DATA LISTING section start
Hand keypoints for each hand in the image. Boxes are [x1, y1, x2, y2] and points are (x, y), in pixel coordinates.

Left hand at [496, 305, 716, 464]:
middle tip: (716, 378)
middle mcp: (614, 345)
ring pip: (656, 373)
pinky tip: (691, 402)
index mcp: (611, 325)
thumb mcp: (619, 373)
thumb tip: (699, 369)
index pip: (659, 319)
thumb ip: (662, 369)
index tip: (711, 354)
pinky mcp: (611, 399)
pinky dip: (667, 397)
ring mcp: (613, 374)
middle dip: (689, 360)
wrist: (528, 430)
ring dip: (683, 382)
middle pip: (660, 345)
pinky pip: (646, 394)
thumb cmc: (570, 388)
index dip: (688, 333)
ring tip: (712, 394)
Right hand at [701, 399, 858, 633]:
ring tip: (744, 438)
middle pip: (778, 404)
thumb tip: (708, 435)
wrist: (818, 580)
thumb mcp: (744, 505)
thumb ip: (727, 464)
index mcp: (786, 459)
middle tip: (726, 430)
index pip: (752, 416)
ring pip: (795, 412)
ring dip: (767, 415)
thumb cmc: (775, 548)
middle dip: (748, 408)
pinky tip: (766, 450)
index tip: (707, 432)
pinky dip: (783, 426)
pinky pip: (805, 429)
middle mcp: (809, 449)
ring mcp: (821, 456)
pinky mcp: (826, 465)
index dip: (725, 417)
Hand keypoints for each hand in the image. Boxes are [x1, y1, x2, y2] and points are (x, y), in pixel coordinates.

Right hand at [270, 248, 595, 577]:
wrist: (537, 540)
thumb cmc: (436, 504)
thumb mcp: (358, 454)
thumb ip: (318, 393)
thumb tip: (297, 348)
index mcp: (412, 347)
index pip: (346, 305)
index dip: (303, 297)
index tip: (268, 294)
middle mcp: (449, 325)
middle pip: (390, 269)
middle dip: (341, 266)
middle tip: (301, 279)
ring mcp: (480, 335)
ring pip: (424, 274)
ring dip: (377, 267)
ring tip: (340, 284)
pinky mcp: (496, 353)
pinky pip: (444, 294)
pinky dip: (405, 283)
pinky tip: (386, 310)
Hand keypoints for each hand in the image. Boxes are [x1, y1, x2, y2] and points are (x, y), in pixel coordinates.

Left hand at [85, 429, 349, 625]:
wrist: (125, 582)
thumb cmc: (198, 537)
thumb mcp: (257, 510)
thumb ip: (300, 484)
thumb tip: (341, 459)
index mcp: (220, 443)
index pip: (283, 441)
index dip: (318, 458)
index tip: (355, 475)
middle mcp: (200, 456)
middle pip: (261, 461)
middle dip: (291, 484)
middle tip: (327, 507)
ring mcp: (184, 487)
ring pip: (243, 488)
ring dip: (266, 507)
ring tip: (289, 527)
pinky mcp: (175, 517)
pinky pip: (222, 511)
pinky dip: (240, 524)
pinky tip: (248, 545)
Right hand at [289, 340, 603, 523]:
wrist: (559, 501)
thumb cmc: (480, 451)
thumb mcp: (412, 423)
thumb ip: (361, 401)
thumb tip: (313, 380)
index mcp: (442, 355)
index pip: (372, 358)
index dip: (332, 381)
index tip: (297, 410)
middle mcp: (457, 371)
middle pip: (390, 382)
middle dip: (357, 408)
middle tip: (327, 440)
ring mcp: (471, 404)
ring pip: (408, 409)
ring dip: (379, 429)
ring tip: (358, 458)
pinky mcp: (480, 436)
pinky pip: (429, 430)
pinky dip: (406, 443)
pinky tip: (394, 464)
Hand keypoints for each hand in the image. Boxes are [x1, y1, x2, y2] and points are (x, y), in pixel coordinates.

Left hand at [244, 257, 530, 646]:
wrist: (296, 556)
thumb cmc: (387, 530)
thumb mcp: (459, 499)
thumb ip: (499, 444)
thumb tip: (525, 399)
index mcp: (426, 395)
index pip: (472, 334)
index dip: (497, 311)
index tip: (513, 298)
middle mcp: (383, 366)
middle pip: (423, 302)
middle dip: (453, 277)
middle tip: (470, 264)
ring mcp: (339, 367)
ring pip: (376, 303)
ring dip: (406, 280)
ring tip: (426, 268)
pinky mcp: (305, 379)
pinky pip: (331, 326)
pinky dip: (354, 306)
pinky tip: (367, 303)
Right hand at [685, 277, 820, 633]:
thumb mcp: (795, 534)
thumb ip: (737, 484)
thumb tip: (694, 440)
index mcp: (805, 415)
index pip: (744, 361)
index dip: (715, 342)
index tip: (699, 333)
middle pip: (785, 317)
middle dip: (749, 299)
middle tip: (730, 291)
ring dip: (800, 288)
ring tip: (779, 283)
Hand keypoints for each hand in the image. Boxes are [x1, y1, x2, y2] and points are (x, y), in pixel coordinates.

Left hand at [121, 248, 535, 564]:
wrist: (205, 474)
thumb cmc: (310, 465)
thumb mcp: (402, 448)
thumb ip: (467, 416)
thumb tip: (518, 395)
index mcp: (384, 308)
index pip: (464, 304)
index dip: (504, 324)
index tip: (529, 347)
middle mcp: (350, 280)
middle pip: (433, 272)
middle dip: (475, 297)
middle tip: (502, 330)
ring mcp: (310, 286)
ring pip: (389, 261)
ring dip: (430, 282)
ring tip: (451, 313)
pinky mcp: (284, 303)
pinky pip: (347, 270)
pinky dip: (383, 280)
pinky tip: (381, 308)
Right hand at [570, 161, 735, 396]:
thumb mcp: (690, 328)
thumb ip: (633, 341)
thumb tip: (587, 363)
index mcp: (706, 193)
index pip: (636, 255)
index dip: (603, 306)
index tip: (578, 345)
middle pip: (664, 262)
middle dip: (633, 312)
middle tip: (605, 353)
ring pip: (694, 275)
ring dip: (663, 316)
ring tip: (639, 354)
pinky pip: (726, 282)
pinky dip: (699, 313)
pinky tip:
DATA LISTING section end
→ PROBLEM STATEMENT
All of the entries are to be set down again without alteration.

→ SOLUTION
Hand keypoints for each hand in the image. Boxes are [x1, y1, x2, y2] and points are (x, y), in pixel coordinates.

Left hand at [496, 305, 716, 464]:
middle tip: (716, 378)
middle mcp: (614, 345)
ring pip: (656, 373)
pinky tip: (691, 402)
index mcp: (611, 325)
thumb mcp: (619, 373)
thumb tip: (699, 369)
index pip: (659, 319)
thumb ip: (662, 369)
index tip: (711, 354)
pinky mcp: (611, 399)
pinky dip: (667, 397)
ring mcp: (613, 374)
middle dip: (689, 360)
wrist: (528, 430)
ring dip: (683, 382)
middle pip: (660, 345)
pinky pip: (646, 394)
thumb cmc: (570, 388)
index dip: (688, 333)
ring tip: (712, 394)
Right hand at [701, 399, 858, 633]:
ring tip: (744, 438)
middle pip: (778, 404)
thumb tip: (708, 435)
wrist: (818, 580)
thumb mcp: (744, 505)
thumb ip: (727, 464)
index mcp: (786, 459)
middle tip: (726, 430)
index pip: (752, 416)
ring pip: (795, 412)
ring dip: (767, 415)
thumb cmc: (775, 548)
middle dip: (748, 408)
pinky tip: (766, 450)
index tip: (707, 432)
pinky dip: (783, 426)
pinky pip: (805, 429)
middle mcp: (809, 449)
ring mcp: (821, 456)
pinky mcp: (826, 465)
index dip: (725, 417)
Hand keypoints for each hand in the image. Boxes are [x1, y1, x2, y2] and points are (x, y), in pixel coordinates.

Right hand at [270, 248, 595, 577]:
wrist: (537, 540)
thumb cmc: (436, 504)
thumb mcp: (358, 454)
thumb ip: (318, 393)
thumb tip: (297, 348)
index mcp: (412, 347)
index pip: (346, 305)
index dip: (303, 297)
index tip: (268, 294)
middle mcp: (449, 325)
middle pip: (390, 269)
middle dip: (341, 266)
middle tip: (301, 279)
ring mcp: (480, 335)
ring pip: (424, 274)
ring dip: (377, 267)
ring tip: (340, 284)
pinky mcp: (496, 353)
pinky pip: (444, 294)
pinky dip: (405, 283)
pinky tip: (386, 310)
Hand keypoints for each hand in the image. Boxes are [x1, y1, x2, y2] and points are (x, y), in pixel coordinates.

Left hand at [85, 429, 349, 625]:
wrist: (125, 582)
thumb cmc: (198, 537)
thumb mcp: (257, 510)
thumb ip: (300, 484)
thumb tip: (341, 459)
index mcp: (220, 443)
index pip: (283, 441)
index dip: (318, 458)
index tip: (355, 475)
middle mcp: (200, 456)
middle pip: (261, 461)
middle dip: (291, 484)
middle tip: (327, 507)
ring mcp: (184, 487)
ring pip: (243, 488)
ring dip: (266, 507)
ring tip: (289, 527)
pinky mcp: (175, 517)
pinky pip: (222, 511)
pinky dip: (240, 524)
pinky tip: (248, 545)
Right hand at [289, 340, 603, 523]:
wrist: (559, 501)
thumb cmc: (480, 451)
thumb mcp: (412, 423)
thumb ip: (361, 401)
thumb tip: (313, 380)
index mcp: (442, 355)
index pip: (372, 358)
index dip: (332, 381)
index tip: (297, 410)
middle mcp: (457, 371)
middle pip: (390, 382)
middle dip: (357, 408)
middle tip: (327, 440)
ring mcp: (471, 404)
ring pip: (408, 409)
ring dip: (379, 429)
ring tip: (358, 458)
pinky mcp: (480, 436)
pinky pip: (429, 430)
pinky dip: (406, 443)
pinky tip: (394, 464)
Hand keypoints for each hand in the image. Boxes are [x1, y1, x2, y2] and points are (x, y), in pixel coordinates.

Left hand at [244, 257, 530, 646]:
wrist: (296, 556)
thumb cmc: (387, 530)
thumb mcp: (459, 499)
thumb ip: (499, 444)
thumb tip: (525, 399)
index mcp: (426, 395)
index pip: (472, 334)
index dip: (497, 311)
index tip: (513, 298)
middle mcp: (383, 366)
middle pip: (423, 302)
middle dip: (453, 277)
middle tip: (470, 264)
ring mcp: (339, 367)
ring pip: (376, 303)
ring dip: (406, 280)
ring tip: (426, 268)
pinky mcp: (305, 379)
pinky pip: (331, 326)
pinky dip: (354, 306)
pinky tip: (367, 303)
Right hand at [685, 277, 820, 633]:
thumb mcp: (795, 534)
thumb ip: (737, 484)
thumb tip: (694, 440)
index mcp: (805, 415)
index pip: (744, 361)
index dip: (715, 342)
index tip: (699, 333)
middle pip: (785, 317)
middle dip: (749, 299)
middle tip: (730, 291)
ring dip: (800, 288)
ring tip: (779, 283)
Hand keypoints for each hand in the image. Boxes are [x1, y1, x2, y2] and points are (x, y), in pixel coordinates.

Left hand at [121, 248, 535, 564]:
wrist: (205, 474)
thumb cmc: (310, 465)
thumb mcp: (402, 448)
thumb ip: (467, 416)
thumb tip: (518, 395)
index mcp: (384, 308)
index pip: (464, 304)
index dip: (504, 324)
index tip: (529, 347)
middle mcp: (350, 280)
middle pip: (433, 272)
middle dip: (475, 297)
middle tip: (502, 330)
ring mcp: (310, 286)
ring pip: (389, 261)
ring dip: (430, 282)
ring tip: (451, 313)
pinky mcp: (284, 303)
pinky pip: (347, 270)
pinky dip: (383, 280)
pinky tip: (381, 308)
Right hand at [570, 161, 735, 396]:
thumb mcp: (690, 328)
thumb ip: (633, 341)
thumb tip: (587, 363)
index mcp: (706, 193)
index pip: (636, 255)
index dip: (603, 306)
index tip: (578, 345)
middle pip: (664, 262)
middle dip: (633, 312)
middle tip: (605, 353)
ring pip: (694, 275)
ring dip: (663, 316)
ring tip: (639, 354)
pinky pip: (726, 282)
pinky dip: (699, 313)
pinky tip:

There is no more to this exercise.